» **Task objective**
Copy out each line of the data that holds the word "them".

» **Data under study**
________________________

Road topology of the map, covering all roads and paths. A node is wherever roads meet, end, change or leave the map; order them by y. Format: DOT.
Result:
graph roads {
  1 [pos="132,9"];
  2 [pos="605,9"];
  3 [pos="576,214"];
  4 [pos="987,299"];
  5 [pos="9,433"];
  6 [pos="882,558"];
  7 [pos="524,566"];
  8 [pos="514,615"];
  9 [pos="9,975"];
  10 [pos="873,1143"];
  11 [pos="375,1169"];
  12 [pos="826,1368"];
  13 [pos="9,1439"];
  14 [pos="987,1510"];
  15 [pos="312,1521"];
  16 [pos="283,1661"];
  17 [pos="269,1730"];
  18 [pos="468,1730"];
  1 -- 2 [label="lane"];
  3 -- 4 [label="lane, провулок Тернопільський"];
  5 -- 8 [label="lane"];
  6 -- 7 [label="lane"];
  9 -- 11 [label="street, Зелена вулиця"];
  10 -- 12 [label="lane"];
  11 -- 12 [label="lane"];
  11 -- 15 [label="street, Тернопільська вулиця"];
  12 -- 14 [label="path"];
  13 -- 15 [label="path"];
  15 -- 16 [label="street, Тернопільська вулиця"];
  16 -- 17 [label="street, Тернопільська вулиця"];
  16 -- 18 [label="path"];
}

________________________

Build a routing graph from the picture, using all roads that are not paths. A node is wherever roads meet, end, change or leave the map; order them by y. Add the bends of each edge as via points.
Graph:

________________________

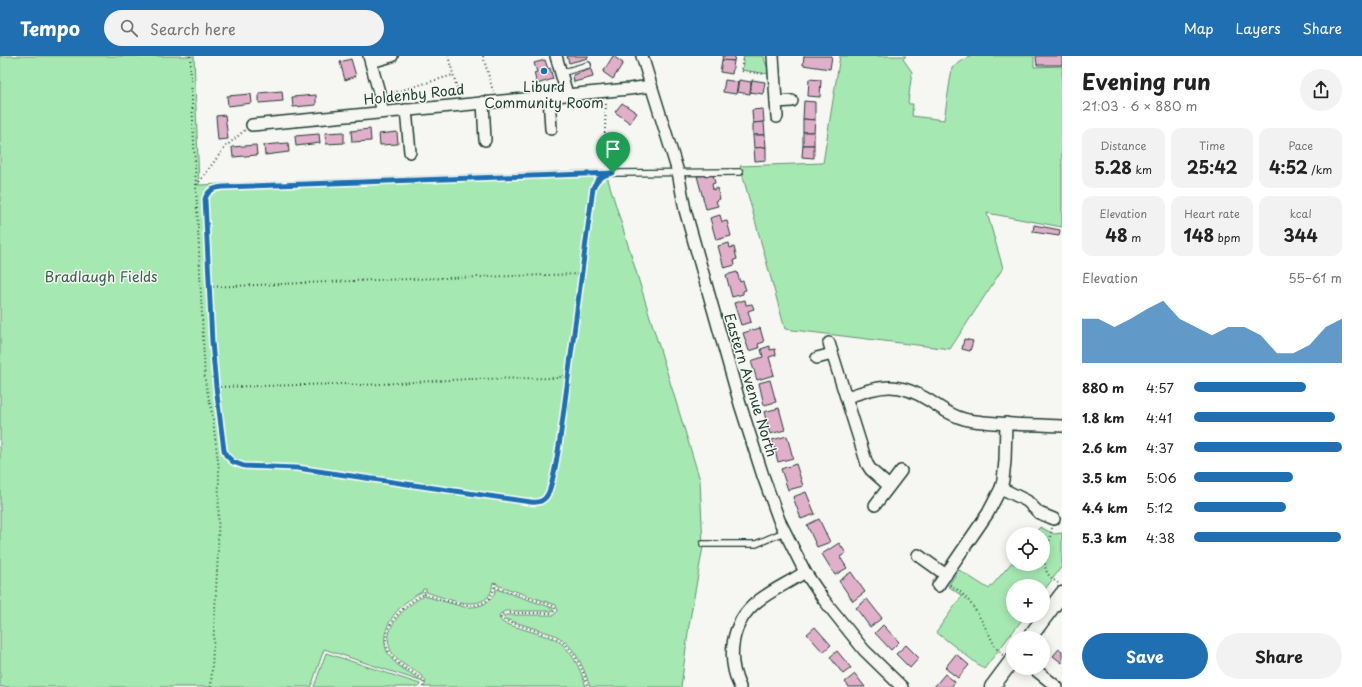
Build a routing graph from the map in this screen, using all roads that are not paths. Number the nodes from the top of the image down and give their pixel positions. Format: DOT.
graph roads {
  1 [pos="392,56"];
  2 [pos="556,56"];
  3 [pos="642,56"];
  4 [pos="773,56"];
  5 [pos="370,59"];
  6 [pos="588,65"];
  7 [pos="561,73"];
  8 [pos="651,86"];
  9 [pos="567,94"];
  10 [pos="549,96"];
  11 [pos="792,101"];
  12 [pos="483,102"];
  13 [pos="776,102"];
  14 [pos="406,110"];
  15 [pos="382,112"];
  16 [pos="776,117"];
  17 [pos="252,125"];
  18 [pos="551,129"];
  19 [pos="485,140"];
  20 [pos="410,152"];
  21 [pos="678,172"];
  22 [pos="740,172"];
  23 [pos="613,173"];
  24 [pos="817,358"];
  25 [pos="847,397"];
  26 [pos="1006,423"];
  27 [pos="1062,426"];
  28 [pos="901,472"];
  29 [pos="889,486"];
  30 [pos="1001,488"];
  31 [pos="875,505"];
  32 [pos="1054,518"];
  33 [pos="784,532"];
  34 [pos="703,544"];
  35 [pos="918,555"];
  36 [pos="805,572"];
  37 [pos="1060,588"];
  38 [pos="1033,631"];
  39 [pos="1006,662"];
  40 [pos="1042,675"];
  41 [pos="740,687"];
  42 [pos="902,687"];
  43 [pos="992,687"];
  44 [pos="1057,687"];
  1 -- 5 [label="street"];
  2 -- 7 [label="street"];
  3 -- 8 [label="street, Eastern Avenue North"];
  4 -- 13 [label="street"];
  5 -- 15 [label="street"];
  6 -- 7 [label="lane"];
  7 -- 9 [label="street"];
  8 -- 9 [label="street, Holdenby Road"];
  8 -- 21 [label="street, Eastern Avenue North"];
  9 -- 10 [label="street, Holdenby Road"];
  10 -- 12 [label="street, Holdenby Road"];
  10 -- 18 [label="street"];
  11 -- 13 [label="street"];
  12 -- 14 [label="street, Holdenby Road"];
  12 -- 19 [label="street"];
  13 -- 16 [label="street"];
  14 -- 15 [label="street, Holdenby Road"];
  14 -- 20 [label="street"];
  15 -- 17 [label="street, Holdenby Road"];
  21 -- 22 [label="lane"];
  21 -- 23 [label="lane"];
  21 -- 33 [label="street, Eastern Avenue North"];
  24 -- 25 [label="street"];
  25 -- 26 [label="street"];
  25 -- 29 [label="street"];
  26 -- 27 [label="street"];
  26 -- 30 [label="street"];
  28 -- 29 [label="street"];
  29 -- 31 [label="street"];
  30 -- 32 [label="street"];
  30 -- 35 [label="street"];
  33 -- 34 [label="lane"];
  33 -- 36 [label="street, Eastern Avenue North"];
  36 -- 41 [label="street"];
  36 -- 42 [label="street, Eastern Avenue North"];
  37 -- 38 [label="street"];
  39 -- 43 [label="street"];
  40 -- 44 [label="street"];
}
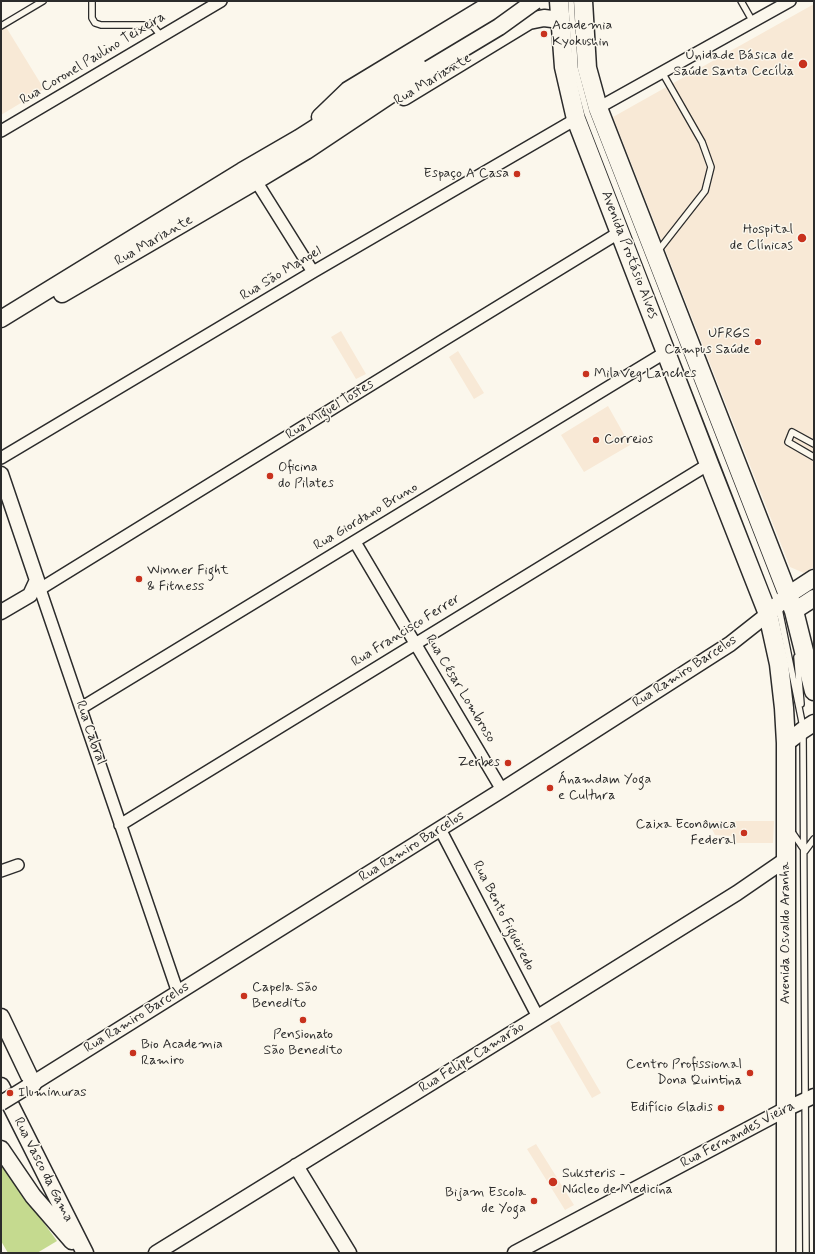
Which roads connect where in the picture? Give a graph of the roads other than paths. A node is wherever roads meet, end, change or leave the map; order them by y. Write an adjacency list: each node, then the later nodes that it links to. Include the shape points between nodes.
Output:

________________________

» **Exercise output**
Road topology of the map, covering all roads and paths. A node is wherever roads meet, end, change or leave the map; order them by y. Format: DOT.
Build a routing graph from the picture, using all roads that are not paths. A node is wherever roads meet, end, change or leave the map; order them by y. Add the bends of each edge as via points.
Which roads connect where in the picture? Give a graph of the roads other than paths. A node is wherever roads meet, end, change or leave the map; order them by y. Write an adjacency list: each node, then the later nodes that it links to. Include the shape points between nodes.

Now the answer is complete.